Your goal: Look through the entries below and extract exactly the lines from the one containing "thumb cmc: (1072, 882)" through the one containing "middle tip: (1032, 876)", ends included.

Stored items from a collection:

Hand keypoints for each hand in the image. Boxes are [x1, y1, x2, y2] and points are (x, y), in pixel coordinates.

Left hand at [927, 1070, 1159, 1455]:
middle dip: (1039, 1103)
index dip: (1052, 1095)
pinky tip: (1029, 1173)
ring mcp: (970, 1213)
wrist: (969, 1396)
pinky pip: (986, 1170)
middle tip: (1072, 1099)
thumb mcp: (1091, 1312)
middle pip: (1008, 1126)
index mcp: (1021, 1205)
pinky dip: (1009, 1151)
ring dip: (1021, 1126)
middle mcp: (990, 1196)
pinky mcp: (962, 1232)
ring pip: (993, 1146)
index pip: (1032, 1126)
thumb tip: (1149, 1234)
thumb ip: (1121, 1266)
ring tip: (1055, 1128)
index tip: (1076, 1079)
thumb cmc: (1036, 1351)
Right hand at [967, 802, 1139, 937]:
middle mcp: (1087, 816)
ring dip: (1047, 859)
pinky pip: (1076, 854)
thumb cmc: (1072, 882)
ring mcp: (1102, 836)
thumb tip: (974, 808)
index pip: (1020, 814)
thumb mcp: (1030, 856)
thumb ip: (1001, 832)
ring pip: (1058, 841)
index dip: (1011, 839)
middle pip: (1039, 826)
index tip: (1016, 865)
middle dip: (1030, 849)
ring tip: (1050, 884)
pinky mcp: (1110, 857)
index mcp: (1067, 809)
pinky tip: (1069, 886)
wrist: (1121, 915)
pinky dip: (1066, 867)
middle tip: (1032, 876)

==

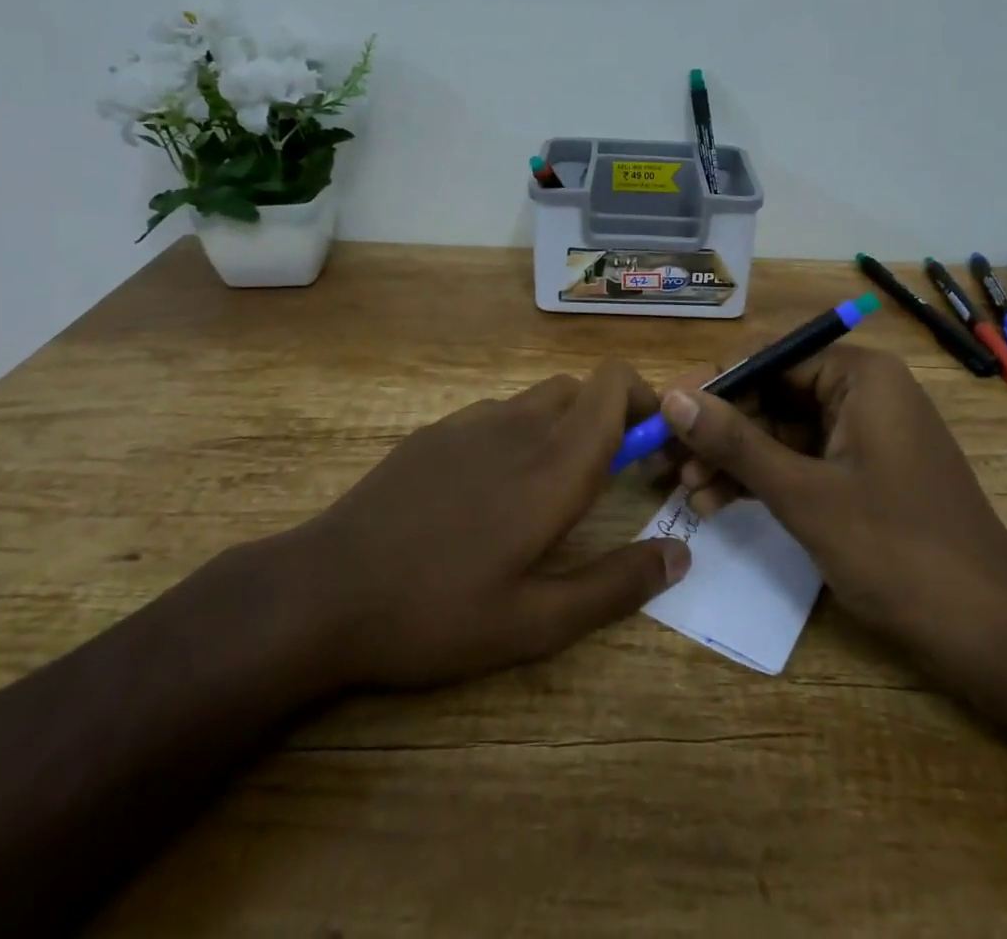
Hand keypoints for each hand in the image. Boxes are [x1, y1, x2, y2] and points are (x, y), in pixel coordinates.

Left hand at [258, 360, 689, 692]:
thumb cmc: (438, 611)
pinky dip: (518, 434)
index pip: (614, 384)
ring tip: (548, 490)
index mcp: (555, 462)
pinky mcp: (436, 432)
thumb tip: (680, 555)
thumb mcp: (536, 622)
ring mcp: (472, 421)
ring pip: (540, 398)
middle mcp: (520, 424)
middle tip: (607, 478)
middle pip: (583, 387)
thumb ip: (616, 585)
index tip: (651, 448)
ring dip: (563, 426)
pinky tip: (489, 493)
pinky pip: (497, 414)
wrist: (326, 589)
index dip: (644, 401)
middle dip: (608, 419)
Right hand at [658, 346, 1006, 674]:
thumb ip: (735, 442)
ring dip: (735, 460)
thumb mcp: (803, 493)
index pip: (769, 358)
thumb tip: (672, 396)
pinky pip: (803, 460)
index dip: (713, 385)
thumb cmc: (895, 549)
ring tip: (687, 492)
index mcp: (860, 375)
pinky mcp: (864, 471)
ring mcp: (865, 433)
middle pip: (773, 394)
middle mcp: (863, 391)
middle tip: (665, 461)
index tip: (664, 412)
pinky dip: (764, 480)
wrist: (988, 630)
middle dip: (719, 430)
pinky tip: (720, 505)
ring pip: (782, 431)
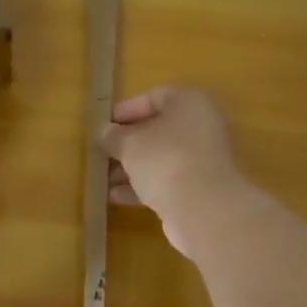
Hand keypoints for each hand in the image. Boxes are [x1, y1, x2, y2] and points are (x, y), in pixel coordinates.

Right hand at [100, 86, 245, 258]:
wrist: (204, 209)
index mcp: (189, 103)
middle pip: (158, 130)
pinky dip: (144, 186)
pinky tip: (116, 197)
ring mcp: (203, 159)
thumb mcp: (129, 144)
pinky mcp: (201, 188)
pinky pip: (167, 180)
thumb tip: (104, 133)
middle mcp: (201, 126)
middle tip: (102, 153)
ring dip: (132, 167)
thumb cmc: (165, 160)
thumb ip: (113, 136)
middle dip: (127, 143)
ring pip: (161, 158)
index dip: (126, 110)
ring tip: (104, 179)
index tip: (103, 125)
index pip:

--

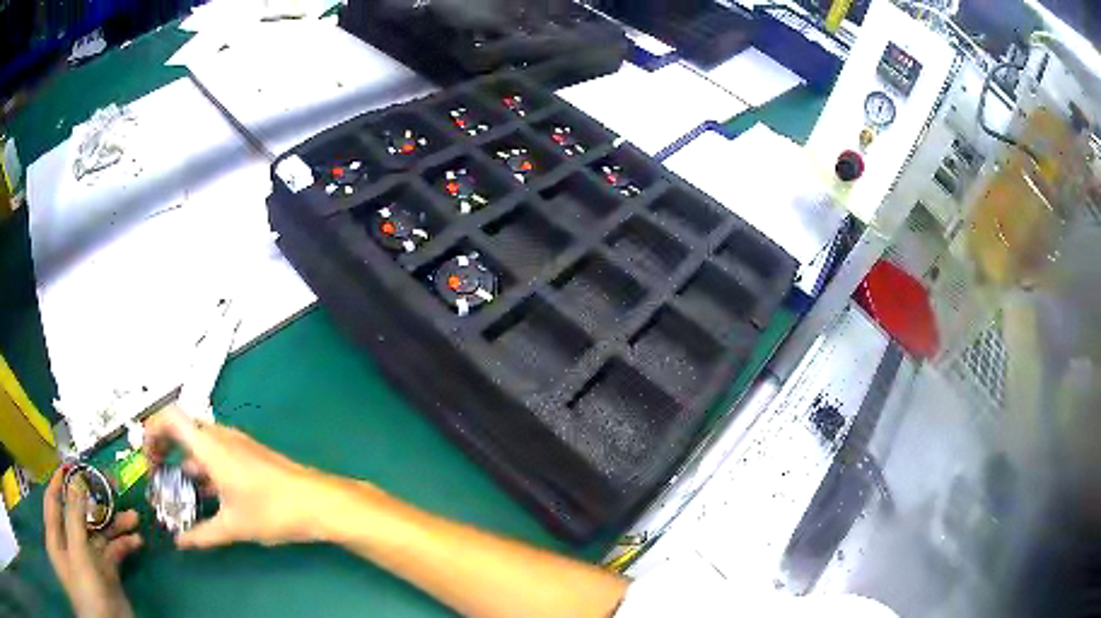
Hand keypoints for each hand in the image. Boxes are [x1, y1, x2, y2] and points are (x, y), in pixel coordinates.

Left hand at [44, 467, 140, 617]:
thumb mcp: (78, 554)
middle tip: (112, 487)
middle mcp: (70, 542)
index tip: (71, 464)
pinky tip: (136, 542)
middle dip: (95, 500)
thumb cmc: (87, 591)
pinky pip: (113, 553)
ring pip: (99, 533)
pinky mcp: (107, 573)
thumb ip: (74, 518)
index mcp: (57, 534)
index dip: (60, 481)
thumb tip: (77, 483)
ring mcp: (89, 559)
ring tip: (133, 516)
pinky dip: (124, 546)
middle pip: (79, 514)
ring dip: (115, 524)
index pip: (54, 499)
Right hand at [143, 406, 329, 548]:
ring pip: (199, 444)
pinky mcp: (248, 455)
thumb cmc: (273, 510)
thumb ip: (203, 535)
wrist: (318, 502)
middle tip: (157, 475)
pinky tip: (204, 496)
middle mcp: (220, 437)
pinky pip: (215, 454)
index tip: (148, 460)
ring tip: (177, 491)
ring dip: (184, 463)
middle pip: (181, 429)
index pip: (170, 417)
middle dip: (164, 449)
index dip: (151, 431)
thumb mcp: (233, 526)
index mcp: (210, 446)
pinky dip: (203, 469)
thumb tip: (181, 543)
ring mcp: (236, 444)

Written answer:
thumb cmc: (1072, 882)
ring mcp: (1102, 836)
thumb tip: (974, 808)
index pip: (1020, 814)
thumb mcp: (1030, 856)
thumb ip: (1001, 832)
ring pip: (1058, 841)
index dip: (1011, 839)
middle pip: (1039, 826)
index tip: (1016, 865)
middle dip: (1030, 849)
ring tip: (1050, 884)
pinky mcp: (1110, 857)
index mcp: (1067, 809)
pinky tip: (1069, 886)
wrist: (1121, 915)
pinky dip: (1066, 867)
middle tip: (1032, 876)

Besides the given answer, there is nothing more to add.